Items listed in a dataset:
━━━━━━

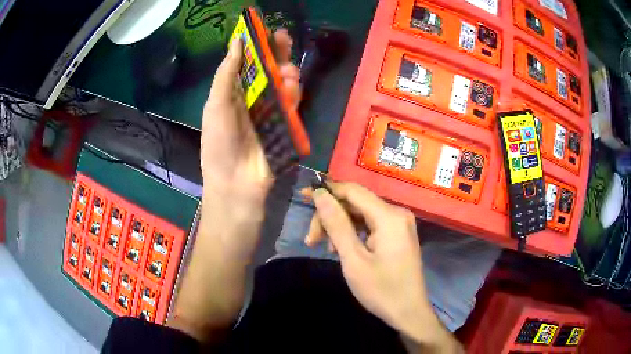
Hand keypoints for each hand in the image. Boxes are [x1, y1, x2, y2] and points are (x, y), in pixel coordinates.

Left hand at [200, 29, 299, 208]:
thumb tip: (237, 41)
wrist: (237, 184)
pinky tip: (293, 87)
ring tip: (287, 70)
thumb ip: (226, 73)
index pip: (247, 63)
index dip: (255, 46)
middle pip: (267, 70)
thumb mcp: (216, 104)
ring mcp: (270, 111)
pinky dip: (294, 93)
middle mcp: (252, 99)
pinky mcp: (285, 124)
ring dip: (286, 72)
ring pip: (282, 84)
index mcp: (232, 93)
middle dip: (276, 52)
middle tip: (284, 38)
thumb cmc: (220, 144)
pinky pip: (292, 103)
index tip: (264, 30)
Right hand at [309, 182, 461, 352]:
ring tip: (326, 249)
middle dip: (331, 217)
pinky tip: (341, 249)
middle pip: (356, 203)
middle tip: (310, 240)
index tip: (303, 198)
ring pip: (361, 215)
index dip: (327, 190)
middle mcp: (397, 213)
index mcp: (389, 216)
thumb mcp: (353, 259)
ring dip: (340, 228)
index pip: (352, 190)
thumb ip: (336, 224)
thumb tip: (320, 194)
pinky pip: (370, 225)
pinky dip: (353, 234)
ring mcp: (399, 224)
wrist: (409, 313)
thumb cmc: (381, 290)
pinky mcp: (398, 234)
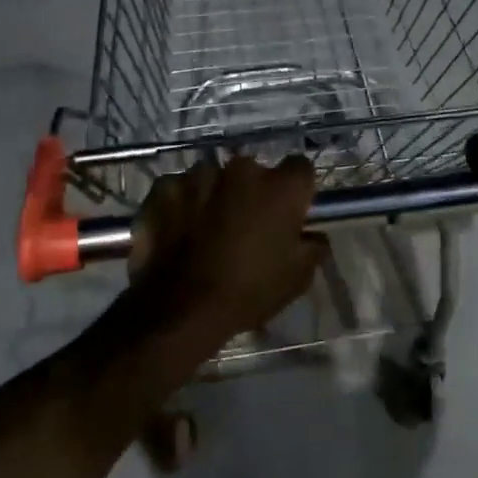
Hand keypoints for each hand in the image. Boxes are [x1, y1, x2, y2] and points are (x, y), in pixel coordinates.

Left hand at [129, 155, 324, 341]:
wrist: (181, 308)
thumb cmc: (249, 292)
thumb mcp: (297, 278)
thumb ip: (312, 246)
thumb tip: (313, 234)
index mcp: (281, 187)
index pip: (300, 168)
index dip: (296, 190)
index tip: (290, 210)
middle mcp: (242, 169)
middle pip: (253, 172)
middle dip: (251, 191)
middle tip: (245, 224)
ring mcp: (199, 175)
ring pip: (214, 178)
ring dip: (215, 195)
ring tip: (207, 229)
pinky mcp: (164, 187)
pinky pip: (179, 189)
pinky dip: (181, 204)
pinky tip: (178, 229)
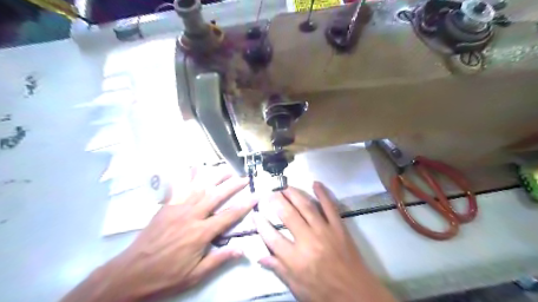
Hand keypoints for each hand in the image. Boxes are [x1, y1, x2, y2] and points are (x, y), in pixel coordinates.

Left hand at [62, 168, 256, 301]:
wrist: (130, 273)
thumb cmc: (166, 276)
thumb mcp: (195, 275)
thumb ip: (219, 259)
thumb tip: (242, 249)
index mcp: (201, 233)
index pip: (229, 215)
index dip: (245, 205)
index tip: (256, 195)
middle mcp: (192, 216)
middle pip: (216, 195)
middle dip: (233, 185)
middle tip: (244, 177)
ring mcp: (177, 208)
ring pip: (200, 187)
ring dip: (215, 176)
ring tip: (227, 169)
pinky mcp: (166, 206)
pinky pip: (180, 188)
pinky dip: (189, 176)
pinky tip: (195, 167)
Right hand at [255, 181, 396, 301]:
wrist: (357, 295)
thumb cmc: (323, 294)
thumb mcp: (297, 288)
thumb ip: (278, 269)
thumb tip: (259, 256)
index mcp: (295, 259)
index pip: (272, 237)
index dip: (260, 223)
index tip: (255, 213)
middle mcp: (308, 241)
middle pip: (288, 215)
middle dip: (276, 201)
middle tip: (269, 193)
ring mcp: (325, 231)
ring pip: (306, 206)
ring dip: (294, 194)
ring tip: (284, 187)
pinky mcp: (339, 227)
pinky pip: (330, 206)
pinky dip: (323, 193)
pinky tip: (315, 183)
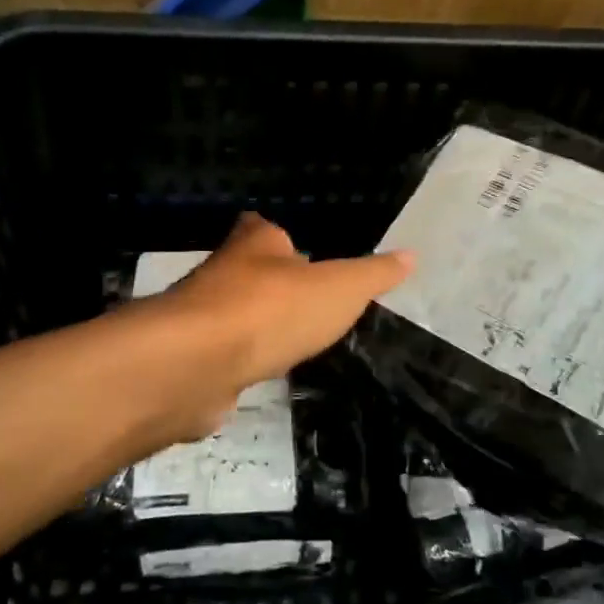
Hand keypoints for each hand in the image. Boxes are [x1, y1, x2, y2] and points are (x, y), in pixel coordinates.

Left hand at [138, 213, 413, 439]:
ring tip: (287, 338)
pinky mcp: (192, 360)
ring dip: (254, 324)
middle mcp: (222, 273)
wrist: (197, 364)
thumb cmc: (272, 310)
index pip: (264, 229)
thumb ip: (373, 275)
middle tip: (303, 299)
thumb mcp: (340, 289)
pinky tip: (259, 373)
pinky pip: (222, 355)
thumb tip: (411, 255)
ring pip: (233, 314)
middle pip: (247, 271)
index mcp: (256, 245)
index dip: (280, 237)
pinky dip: (239, 362)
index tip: (297, 248)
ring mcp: (201, 318)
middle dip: (270, 283)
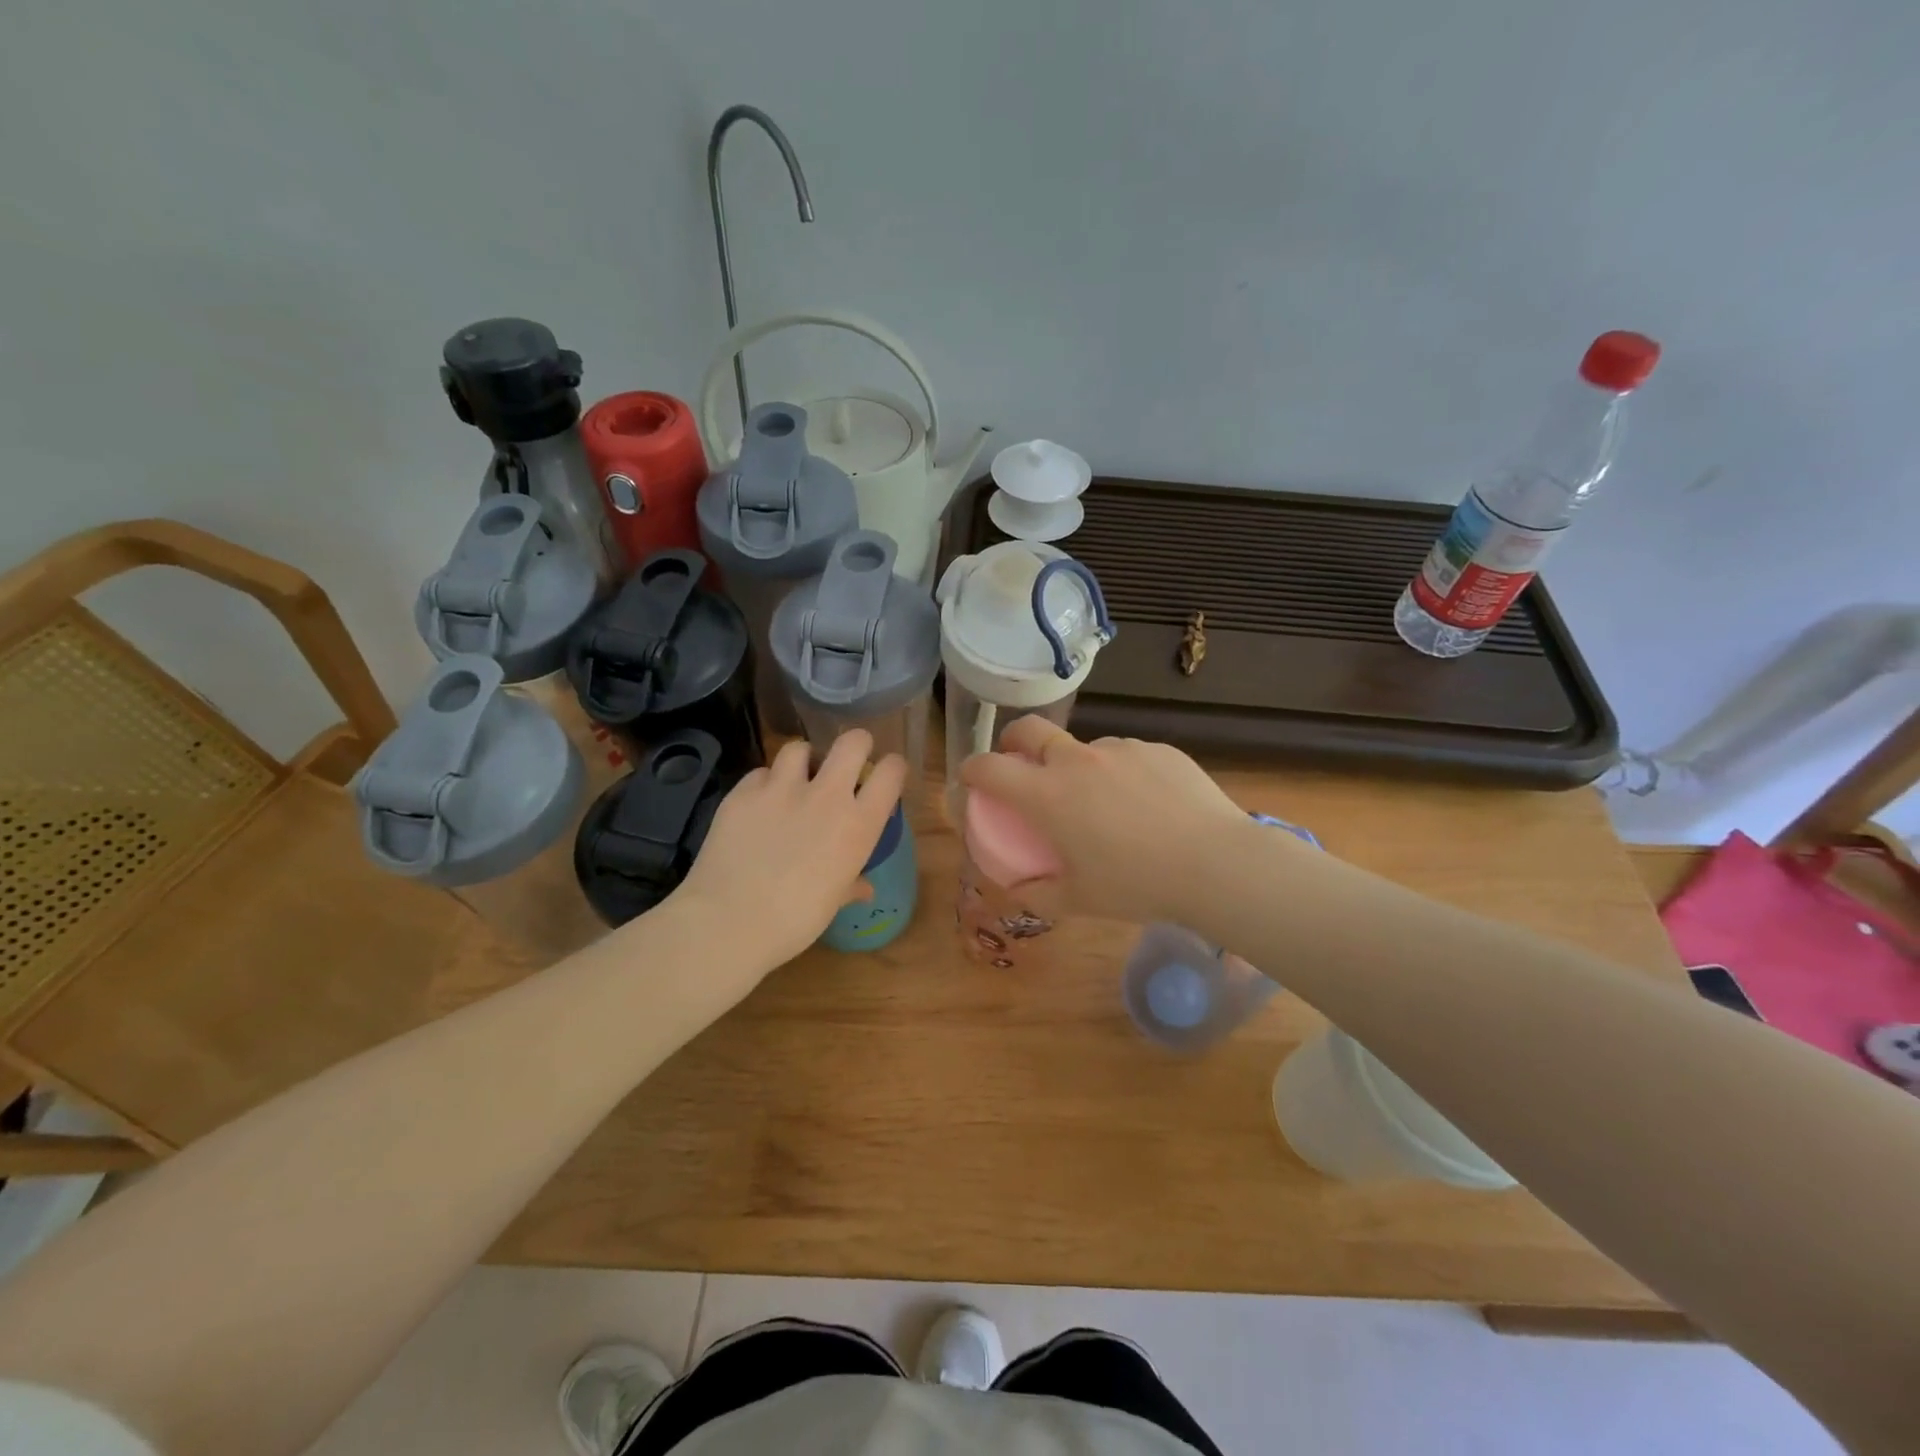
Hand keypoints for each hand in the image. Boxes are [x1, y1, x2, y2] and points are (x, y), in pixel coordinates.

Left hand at [672, 732, 906, 974]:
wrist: (730, 921)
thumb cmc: (795, 921)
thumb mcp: (833, 902)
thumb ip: (851, 884)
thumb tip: (864, 888)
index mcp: (858, 824)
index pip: (891, 772)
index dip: (893, 768)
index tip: (886, 776)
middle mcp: (826, 795)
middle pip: (852, 741)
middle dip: (855, 745)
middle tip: (846, 764)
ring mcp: (781, 788)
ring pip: (799, 748)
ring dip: (803, 761)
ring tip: (796, 780)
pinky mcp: (743, 791)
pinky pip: (760, 773)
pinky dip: (764, 784)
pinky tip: (759, 805)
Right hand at [960, 718, 1254, 924]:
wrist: (1214, 864)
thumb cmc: (1136, 884)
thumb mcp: (1078, 900)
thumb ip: (1038, 893)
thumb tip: (1018, 888)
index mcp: (1047, 795)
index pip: (989, 767)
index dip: (971, 770)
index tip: (971, 780)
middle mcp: (1076, 760)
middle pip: (1028, 730)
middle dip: (1012, 741)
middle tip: (1018, 762)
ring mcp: (1119, 749)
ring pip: (1083, 745)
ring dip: (1075, 764)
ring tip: (1101, 801)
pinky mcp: (1156, 748)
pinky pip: (1125, 755)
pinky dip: (1119, 773)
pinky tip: (1146, 804)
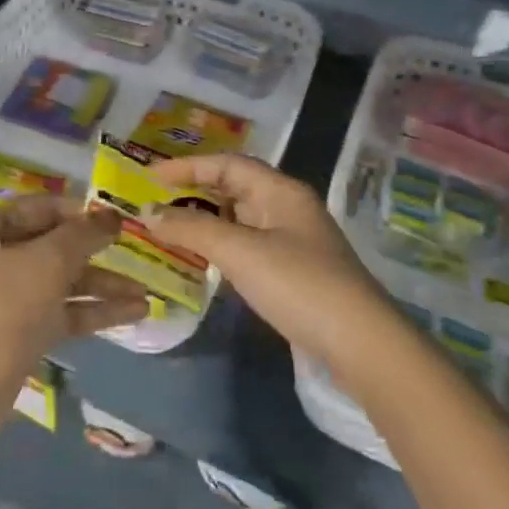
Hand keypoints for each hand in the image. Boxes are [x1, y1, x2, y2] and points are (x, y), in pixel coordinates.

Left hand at [0, 197, 149, 468]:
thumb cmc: (1, 311)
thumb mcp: (47, 263)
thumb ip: (82, 235)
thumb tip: (110, 215)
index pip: (42, 207)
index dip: (80, 211)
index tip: (118, 219)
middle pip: (54, 245)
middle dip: (96, 251)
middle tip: (138, 252)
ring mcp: (8, 297)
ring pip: (61, 281)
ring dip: (102, 285)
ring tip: (145, 293)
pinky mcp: (20, 332)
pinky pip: (62, 312)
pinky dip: (93, 311)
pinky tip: (134, 312)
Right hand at [143, 155, 395, 371]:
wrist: (360, 344)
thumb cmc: (298, 284)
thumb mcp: (240, 252)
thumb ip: (192, 229)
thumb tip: (148, 214)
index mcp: (281, 191)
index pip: (227, 164)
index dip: (188, 167)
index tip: (150, 177)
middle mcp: (287, 208)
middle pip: (234, 188)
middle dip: (194, 192)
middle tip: (155, 202)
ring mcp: (293, 241)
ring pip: (240, 219)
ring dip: (205, 221)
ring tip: (168, 229)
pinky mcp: (293, 272)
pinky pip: (247, 246)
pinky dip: (220, 246)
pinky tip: (201, 260)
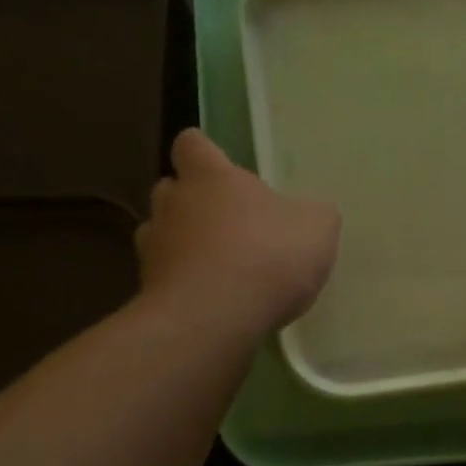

━━━━━━

> **Try it**: The lines to return are those in the entries above that include "Right".

> **Exercise solution**:
Right hand at [309, 182, 461, 352]:
Right hand at [255, 181, 396, 301]:
Right hand at [960, 718, 1254, 924]:
Right hand at [143, 155, 395, 371]:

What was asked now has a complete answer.